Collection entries
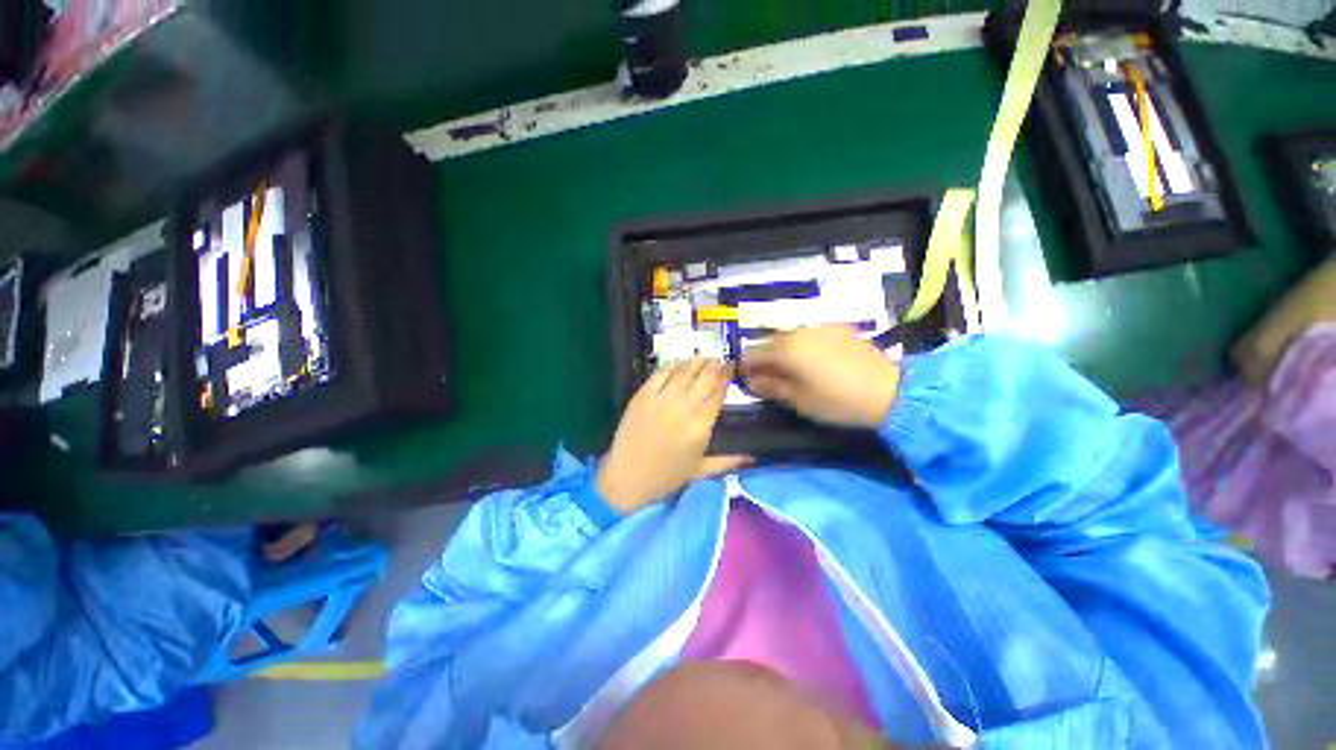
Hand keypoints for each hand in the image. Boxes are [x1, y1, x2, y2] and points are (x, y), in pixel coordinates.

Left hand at [597, 359, 751, 513]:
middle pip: (705, 378)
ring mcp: (661, 400)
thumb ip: (728, 461)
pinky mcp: (642, 395)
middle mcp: (683, 409)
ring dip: (697, 360)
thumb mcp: (701, 471)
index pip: (718, 395)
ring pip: (684, 371)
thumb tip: (754, 456)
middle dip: (716, 365)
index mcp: (700, 428)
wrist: (626, 477)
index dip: (727, 379)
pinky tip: (679, 361)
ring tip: (704, 356)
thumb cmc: (666, 476)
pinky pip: (660, 373)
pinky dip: (672, 364)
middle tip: (721, 360)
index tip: (731, 370)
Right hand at [741, 326, 899, 428]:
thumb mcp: (798, 400)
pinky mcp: (837, 328)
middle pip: (768, 342)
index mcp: (784, 349)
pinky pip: (808, 334)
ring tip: (793, 371)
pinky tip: (814, 362)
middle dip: (764, 360)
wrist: (889, 390)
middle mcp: (797, 331)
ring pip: (788, 336)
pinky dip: (802, 346)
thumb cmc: (837, 400)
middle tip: (770, 379)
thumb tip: (751, 381)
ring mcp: (819, 326)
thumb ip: (770, 387)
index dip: (746, 368)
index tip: (749, 382)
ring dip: (782, 352)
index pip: (751, 354)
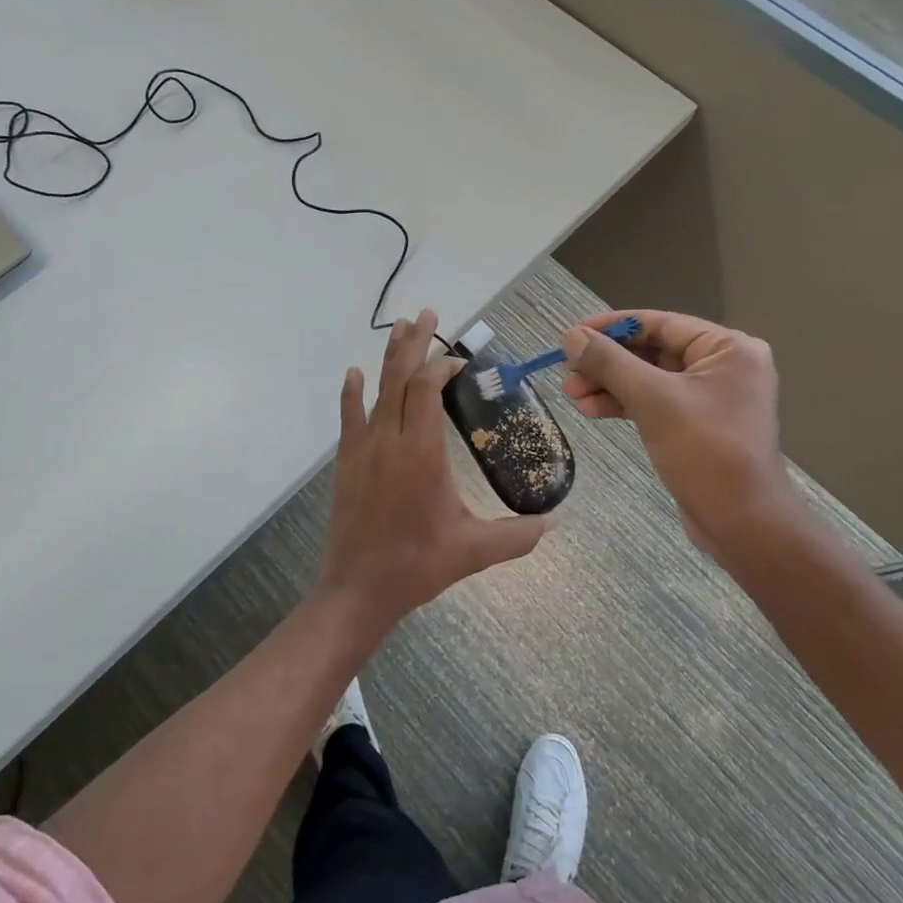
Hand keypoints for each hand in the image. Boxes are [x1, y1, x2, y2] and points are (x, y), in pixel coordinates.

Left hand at [318, 311, 553, 633]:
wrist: (358, 589)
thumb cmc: (417, 565)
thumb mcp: (474, 551)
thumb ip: (517, 535)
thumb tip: (555, 523)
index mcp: (422, 452)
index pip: (428, 391)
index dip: (442, 367)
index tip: (459, 360)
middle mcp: (390, 439)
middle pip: (400, 378)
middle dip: (414, 343)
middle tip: (426, 313)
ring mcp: (364, 448)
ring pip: (376, 390)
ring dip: (389, 357)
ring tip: (400, 326)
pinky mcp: (347, 462)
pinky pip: (349, 417)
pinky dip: (352, 392)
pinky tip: (354, 373)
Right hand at [561, 310, 801, 558]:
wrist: (743, 525)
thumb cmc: (706, 452)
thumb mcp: (653, 400)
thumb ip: (610, 363)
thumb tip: (571, 336)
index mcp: (727, 348)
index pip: (659, 323)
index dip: (612, 327)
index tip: (571, 334)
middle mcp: (722, 365)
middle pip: (651, 350)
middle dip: (607, 362)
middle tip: (567, 373)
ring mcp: (709, 397)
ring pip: (648, 378)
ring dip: (609, 384)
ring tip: (572, 394)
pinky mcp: (696, 424)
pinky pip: (654, 402)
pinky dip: (623, 404)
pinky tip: (591, 409)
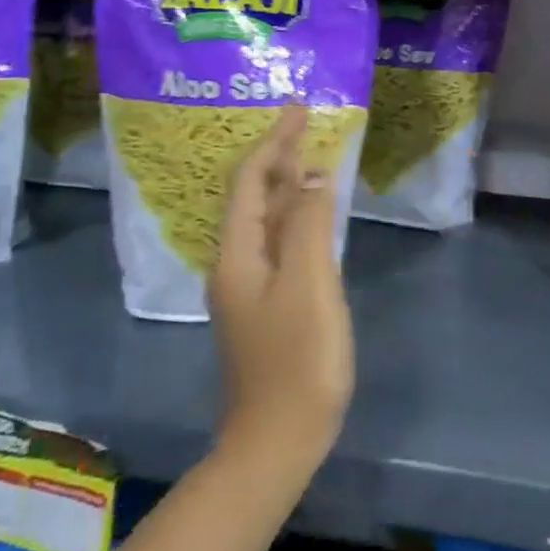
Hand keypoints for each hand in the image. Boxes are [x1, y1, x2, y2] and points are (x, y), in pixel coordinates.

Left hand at [209, 106, 354, 478]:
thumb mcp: (310, 284)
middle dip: (278, 157)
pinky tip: (313, 216)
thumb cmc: (297, 360)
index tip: (298, 108)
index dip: (274, 141)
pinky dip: (296, 217)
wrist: (278, 441)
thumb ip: (310, 224)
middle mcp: (235, 264)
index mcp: (238, 254)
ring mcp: (249, 288)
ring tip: (312, 158)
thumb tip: (312, 174)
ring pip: (266, 220)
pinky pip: (278, 243)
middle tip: (307, 125)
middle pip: (254, 197)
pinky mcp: (266, 306)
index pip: (252, 181)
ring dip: (287, 185)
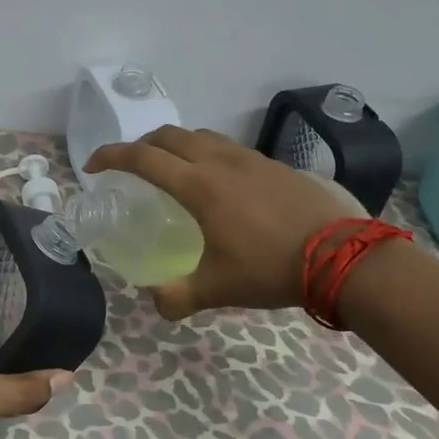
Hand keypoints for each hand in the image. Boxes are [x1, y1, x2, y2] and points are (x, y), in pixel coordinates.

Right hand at [85, 125, 365, 319]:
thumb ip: (178, 297)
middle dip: (141, 144)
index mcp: (198, 186)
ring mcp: (250, 159)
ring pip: (201, 136)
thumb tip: (155, 302)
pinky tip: (220, 183)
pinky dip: (208, 154)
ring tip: (173, 169)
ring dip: (176, 145)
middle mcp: (220, 162)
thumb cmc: (272, 268)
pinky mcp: (275, 165)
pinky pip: (229, 148)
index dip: (110, 156)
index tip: (93, 167)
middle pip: (169, 136)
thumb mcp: (218, 288)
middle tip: (130, 166)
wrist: (345, 256)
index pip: (142, 158)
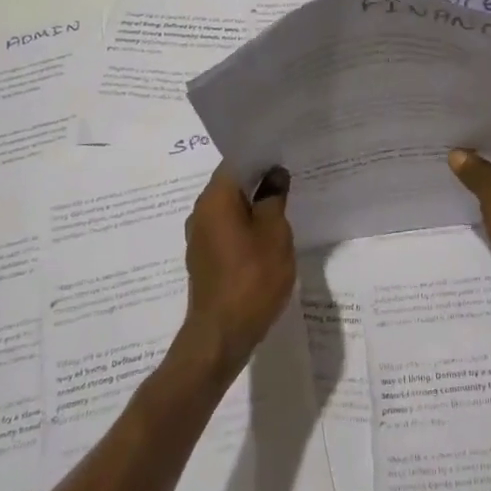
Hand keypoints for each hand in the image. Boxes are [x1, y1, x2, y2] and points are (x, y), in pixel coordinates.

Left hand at [178, 163, 295, 379]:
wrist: (221, 335)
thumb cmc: (252, 278)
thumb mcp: (274, 234)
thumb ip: (274, 199)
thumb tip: (274, 175)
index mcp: (215, 199)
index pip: (236, 162)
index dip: (261, 156)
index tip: (285, 155)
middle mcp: (201, 212)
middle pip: (231, 184)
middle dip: (259, 180)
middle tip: (290, 178)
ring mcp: (200, 237)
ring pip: (229, 209)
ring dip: (253, 205)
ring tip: (283, 206)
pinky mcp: (204, 259)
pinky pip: (226, 230)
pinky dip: (245, 226)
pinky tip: (267, 236)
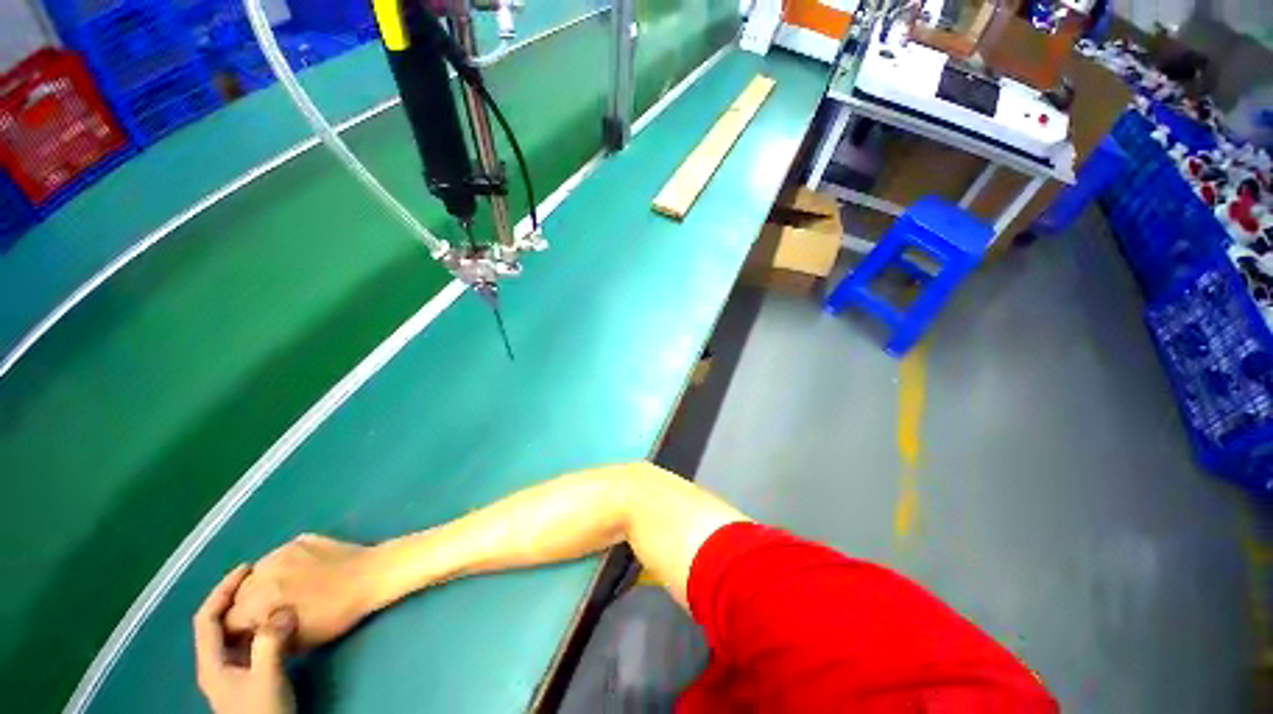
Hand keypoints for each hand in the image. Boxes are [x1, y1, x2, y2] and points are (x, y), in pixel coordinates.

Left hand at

■ PROBLEM TO SOLVE
Apart from the images, please copy every line of the data exactly as written.

■ SOLUTION TO THIS PROBLEM
Hand keypoints for each hand in the image. Boxes are [x1, y1, x2, y2] and points are (x, y), in pixel coordinates.

Left hand at [597, 359, 751, 513]:
middle pip: (705, 378)
ring mcp: (661, 400)
thumb ip: (728, 461)
pinky mcp: (642, 395)
middle mcp: (683, 409)
ring dip: (697, 360)
thumb mcp: (701, 471)
index pip: (718, 395)
ring pip: (684, 371)
thumb tip: (754, 456)
middle dip: (716, 365)
index mcp: (700, 428)
wrist: (626, 477)
index dip: (727, 379)
pinky tip: (679, 361)
ring tip: (704, 356)
thumb cmc: (666, 476)
pinky pip: (660, 373)
pinky dip: (672, 364)
middle tip: (721, 360)
index tip: (731, 370)
Right hand at [741, 326, 899, 428]:
thumb mcp: (798, 400)
pinky mcp: (837, 328)
middle pip: (768, 342)
index mcp: (784, 349)
pinky pip: (808, 334)
ring tip: (793, 371)
pinky tip: (814, 362)
middle dip: (764, 360)
wrist: (889, 390)
middle mcp: (797, 331)
ring pip: (788, 336)
pinky dip: (802, 346)
thumb cmc: (837, 400)
middle tip: (770, 379)
thumb tip: (751, 381)
ring mcp: (819, 326)
thumb ip: (770, 387)
index dip: (746, 368)
index tip: (749, 382)
ring dip: (782, 352)
index pip: (751, 354)
Hand keypoints for each hand in the image. Boxes are [x1, y1, x2, y2] and points are (x, y), in pixel coordinates.

Left hand at [318, 311, 553, 633]:
wrist: (358, 589)
thumb cmc: (417, 565)
thumb mcp: (474, 551)
thumb ip: (517, 535)
thumb tip: (555, 523)
index mcp: (422, 452)
index pip: (428, 391)
index dip: (442, 367)
index tip: (459, 360)
middle mcp: (390, 439)
middle pip: (400, 378)
middle dip: (414, 343)
middle tip: (426, 313)
ring mcp: (364, 448)
ring pip: (376, 390)
ring dip: (389, 357)
ring tip: (400, 326)
pinky mcp: (347, 462)
pinky pip: (349, 417)
pinky dip: (352, 392)
pinky tip: (354, 373)
Right hand at [561, 310, 801, 558]:
wrist: (743, 525)
thumb cmc: (706, 452)
thumb mcp: (653, 400)
thumb ip: (610, 363)
thumb tip: (571, 336)
index mcp: (727, 348)
index pip: (659, 323)
index dip: (612, 327)
index tip: (571, 334)
middle mcp: (722, 365)
middle pip: (651, 350)
middle dip: (607, 362)
middle tip: (567, 373)
ring mcp: (709, 397)
ring pip: (648, 378)
ring dip: (609, 384)
ring tip: (572, 394)
pinky mcp: (696, 424)
pinky pip: (654, 402)
pinky dip: (623, 404)
pinky tip: (591, 409)
Hand keypoints for each hand in the image. Boxes are [x1, y1, x2, y2] and points are (x, y), in pixel coordinates.

Left hand at [209, 106, 354, 478]:
thumb mcp: (310, 284)
middle dip: (278, 157)
pinky tip: (313, 216)
thumb cmc: (297, 360)
index tip: (298, 108)
index dip: (274, 141)
pinky dip: (296, 217)
wrist: (278, 441)
thumb ip: (310, 224)
middle mcp: (235, 264)
index mcp: (238, 254)
ring mcp: (249, 288)
ring tip: (312, 158)
thumb tip: (312, 174)
ring pip: (266, 220)
pinky pip: (278, 243)
middle tip: (307, 125)
middle pip: (254, 197)
pinky mcp: (266, 306)
index pip: (252, 181)
ring dip: (287, 185)
Hand keypoints for each hand in the image. Boxes are [x1, y1, x2, y2] and points are (x, y), in pixel coordinates.

Right hand at [85, 125, 365, 319]:
thumb ip: (178, 297)
middle dip: (141, 144)
index mcp: (198, 186)
ring mcp: (250, 159)
ring pip: (201, 136)
thumb tip: (155, 302)
pinky tip: (220, 183)
pinky dip: (208, 154)
ring tip: (173, 169)
ring dip: (176, 145)
middle mcp: (220, 162)
thumb cmc: (272, 268)
pinky mcp: (275, 165)
pinky pip: (229, 148)
index dip: (110, 156)
index tip: (93, 167)
middle pip: (169, 136)
thumb mcp: (218, 288)
middle tip: (130, 166)
wrist: (345, 256)
index pip: (142, 158)
Hand keypoints for each hand in the image. Boxes are [x1, y1, x2, y2] and points are (x, y), in pixel coordinates.

Left hand at [178, 163, 295, 379]:
wrist: (221, 335)
thumb cmc: (252, 278)
thumb mcp: (274, 234)
thumb ip: (274, 199)
thumb tip: (274, 175)
index mcp: (215, 199)
index pip: (236, 162)
index dip: (261, 156)
index tip: (285, 155)
middle mcp: (201, 212)
middle pip: (231, 184)
middle dip: (259, 180)
middle tip: (290, 178)
ring mcp: (200, 237)
ring pip: (229, 209)
ring dip: (253, 205)
ring tip: (283, 206)
pinky mcp: (204, 259)
pinky pip: (226, 230)
pinky dip: (245, 226)
pinky tip: (267, 236)
Hand keypoints for each hand in the image. Boxes are [x1, y1, x2, y2] and points are (x, y), in pixel coordinates.

Left hand at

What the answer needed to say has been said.